When Wilson arrived on campus, he already had 40 credit hours thanks to AP classes, which he says has opened up a much easier path to a double major. “That’s kind of relaxed me a little bit — I can look into two completely different things. Like, I recently discovered that I love to write. I did sports for the student magazine in high school, and I never felt like I was working. I really liked it. So I could do journalism and business administration, or I could do chemistry and English. I have four years here, so I can really see what interests me and go from there.
“I talked to a 2013 Honors College graduate who triple-majored in accounting, Spanish and finance. That makes him a really coveted asset,” Wilson says. “He had a job at Ernst & Young waiting for him when he graduated. He didn’t want to give up on anything, and that’s the kind of thing you can do here.”
Playing the Field
Wilson’s life has never been all work at the expense of play, though. Following in the footsteps of his father, who played soccer since he was 8 or 9 and was on the varsity team at Furman for two years, Wilson has played at different levels since he was 4.
“Decatur’s the kind of place where I had my same varsity soccer coach from middle school on,” he says. “It’s very inclusive, especially since there’s not that much specific knowledge you need to get started.”

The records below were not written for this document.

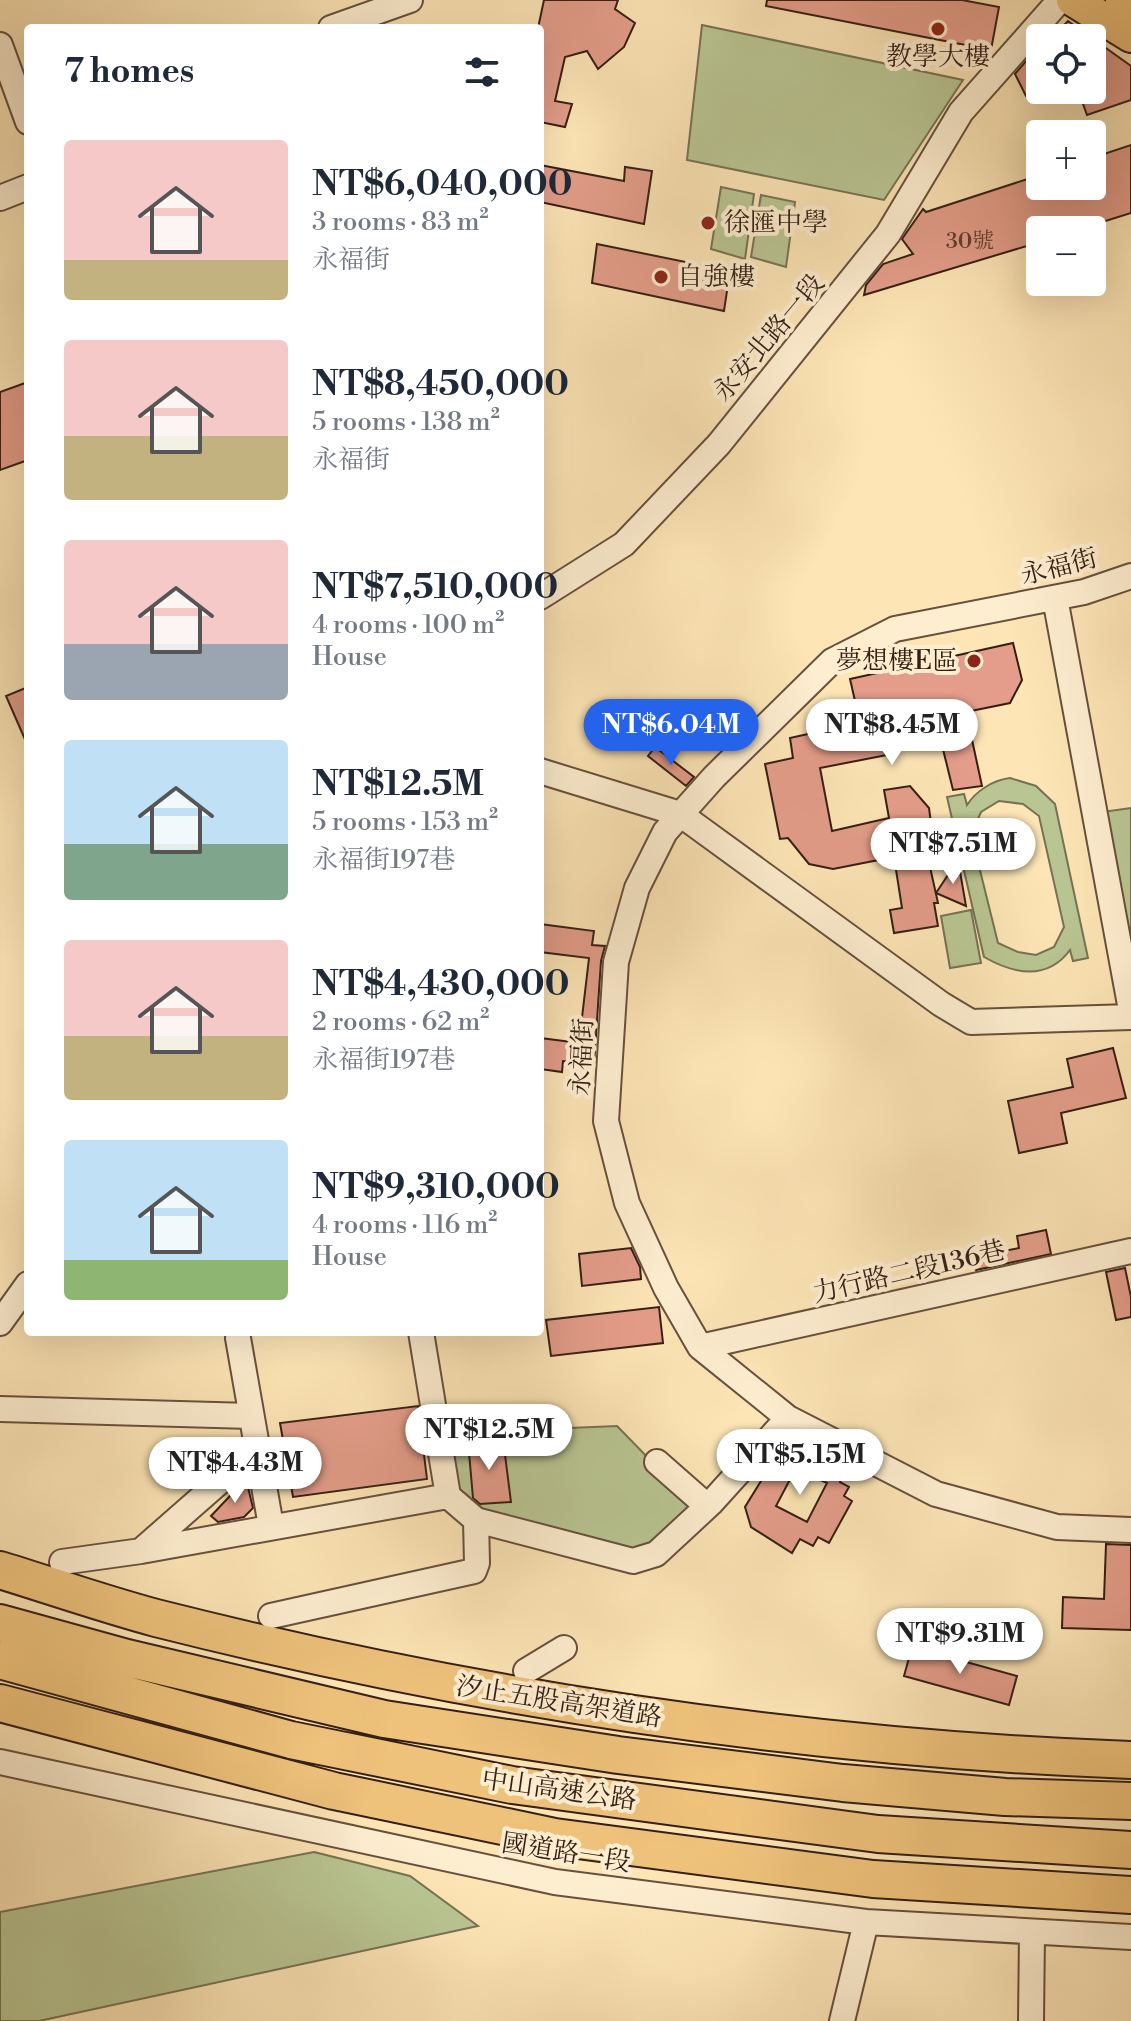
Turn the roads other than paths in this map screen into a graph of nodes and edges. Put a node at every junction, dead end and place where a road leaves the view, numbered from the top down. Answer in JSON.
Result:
{"nodes":[{"id":1,"x":410,"y":0,"type":"edge"},
{"id":2,"x":1060,"y":0,"type":"edge"},
{"id":3,"x":1073,"y":0,"type":"edge"},
{"id":4,"x":1126,"y":17,"type":"edge"},
{"id":5,"x":342,"y":24,"type":"edge"},
{"id":6,"x":0,"y":45,"type":"edge"},
{"id":7,"x":24,"y":111,"type":"edge"},
{"id":8,"x":24,"y":189,"type":"edge"},
{"id":9,"x":0,"y":198,"type":"edge"},
{"id":10,"x":1131,"y":576,"type":"edge"},
{"id":11,"x":544,"y":594,"type":"edge"},
{"id":12,"x":1055,"y":598,"type":"junction"},
{"id":13,"x":544,"y":772,"type":"edge"},
{"id":14,"x":680,"y":814,"type":"junction"},
{"id":15,"x":1131,"y":1010,"type":"edge"},
{"id":16,"x":1131,"y":1017,"type":"edge"},
{"id":17,"x":1131,"y":1251,"type":"edge"},
{"id":18,"x":24,"y":1290,"type":"edge"},
{"id":19,"x":0,"y":1323,"type":"edge"},
{"id":20,"x":422,"y":1336,"type":"edge"},
{"id":21,"x":238,"y":1338,"type":"dead end"},
{"id":22,"x":700,"y":1347,"type":"junction"},
{"id":23,"x":0,"y":1409,"type":"edge"},
{"id":24,"x":251,"y":1416,"type":"junction"},
{"id":25,"x":788,"y":1418,"type":"junction"},
{"id":26,"x":257,"y":1449,"type":"junction"},
{"id":27,"x":657,"y":1462,"type":"dead end"},
{"id":28,"x":448,"y":1496,"type":"junction"},
{"id":29,"x":707,"y":1506,"type":"junction"},
{"id":30,"x":476,"y":1520,"type":"junction"},
{"id":31,"x":271,"y":1526,"type":"junction"},
{"id":32,"x":1131,"y":1530,"type":"edge"},
{"id":33,"x":141,"y":1551,"type":"junction"},
{"id":34,"x":62,"y":1562,"type":"dead end"},
{"id":35,"x":0,"y":1570,"type":"edge"},
{"id":36,"x":271,"y":1616,"type":"dead end"},
{"id":37,"x":0,"y":1623,"type":"edge"},
{"id":38,"x":564,"y":1648,"type":"dead end"},
{"id":39,"x":0,"y":1660,"type":"edge"},
{"id":40,"x":526,"y":1671,"type":"dead end"},
{"id":41,"x":0,"y":1703,"type":"edge"},
{"id":42,"x":1131,"y":1760,"type":"edge"},
{"id":43,"x":0,"y":1762,"type":"edge"},
{"id":44,"x":1131,"y":1801,"type":"edge"},
{"id":45,"x":1131,"y":1850,"type":"edge"},
{"id":46,"x":1131,"y":1895,"type":"edge"},
{"id":47,"x":866,"y":1922,"type":"junction"},
{"id":48,"x":1032,"y":1933,"type":"junction"},
{"id":49,"x":1131,"y":1937,"type":"edge"},
{"id":50,"x":842,"y":2021,"type":"edge"},
{"id":51,"x":1031,"y":2021,"type":"edge"}],
"edges":[{"from":1,"to":5,"type":"street"},
{"from":2,"to":11,"type":"street","name":"永安北路一段"},
{"from":3,"to":4,"type":"main road"},
{"from":6,"to":7,"type":"street"},
{"from":8,"to":9,"type":"street"},
{"from":10,"to":12,"type":"street","name":"永福街"},
{"from":12,"to":14,"type":"street","name":"永福街"},
{"from":12,"to":15,"type":"street"},
{"from":13,"to":14,"type":"street"},
{"from":14,"to":16,"type":"street"},
{"from":14,"to":22,"type":"street","name":"永福街"},
{"from":17,"to":22,"type":"street","name":"力行路二段136巷"},
{"from":18,"to":19,"type":"street"},
{"from":20,"to":28,"type":"street"},
{"from":21,"to":24,"type":"street"},
{"from":22,"to":25,"type":"street","name":"永福街"},
{"from":23,"to":24,"type":"street"},
{"from":24,"to":26,"type":"street"},
{"from":25,"to":29,"type":"street"},
{"from":25,"to":32,"type":"street","name":"永福街"},
{"from":26,"to":31,"type":"street"},
{"from":26,"to":33,"type":"street"},
{"from":27,"to":29,"type":"street"},
{"from":28,"to":30,"type":"street"},
{"from":28,"to":31,"type":"street"},
{"from":29,"to":30,"type":"street"},
{"from":30,"to":36,"type":"street"},
{"from":31,"to":33,"type":"street"},
{"from":33,"to":34,"type":"street"},
{"from":35,"to":42,"type":"highway","name":"汐止五股高架道路"},
{"from":37,"to":44,"type":"highway","name":"中山高速公路"},
{"from":38,"to":40,"type":"street"},
{"from":39,"to":45,"type":"highway","name":"中山高速公路"},
{"from":41,"to":46,"type":"highway"},
{"from":43,"to":47,"type":"street","name":"國道路一段"},
{"from":47,"to":48,"type":"street","name":"國道路一段"},
{"from":47,"to":50,"type":"street"},
{"from":48,"to":49,"type":"street","name":"國道路一段"},
{"from":48,"to":51,"type":"street"}]}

Decatur High’s soccer program has been quite competitive despite playing in a tough division, and Wilson was a member of the varsity squad all four years, serving as a captain his senior year, when he was named to the All-Region team. “I couldn’t have played this year at Georgia State, though,” he says with a grin. “But I was always aware that my brain would take me further than my feet. I knew I wasn’t going to be a pro soccer player — I’m not 6-foot-2, 220 pounds, running a 4.3 forty.
“But I know I’m not ready to give it up. Even if I play park leagues the rest of my life, it’s something I want to do,” he says. “And I haven’t completely given up on the dream of playing college ball, even if it’s just as a practice player. Soccer is a sport that really emphasizes teamwork, and even when I haven’t even been close to the best player, I’ve always been really good on a team.”
Eyes on the Future
Whether the topic is sports, college classes or future job prospects, Wilson displays a wisdom beyond his years. And he knows that grades and double-majors alone won’t automatically set him up for career success, so he’s already gotten some internship experience at sports agency CSE and at CoCENTRIX, a healthcare IT company.
“Degrees will help you get that first job, but how you do at your first job is what determines what will come after that,” he says. “Sometimes it’s as much about the hands you shake as it is the grades you make.”
Still, he says, he’s excited about both the classes he’ll have the opportunity to take at Georgia State and about the overall environment he’ll get to enjoy for the next four years. “Kids right here in Atlanta have the opportunity to go to a 30,000-student research university in the biggest city in the South,” he says. “Where else could you get that kind of opportunity?”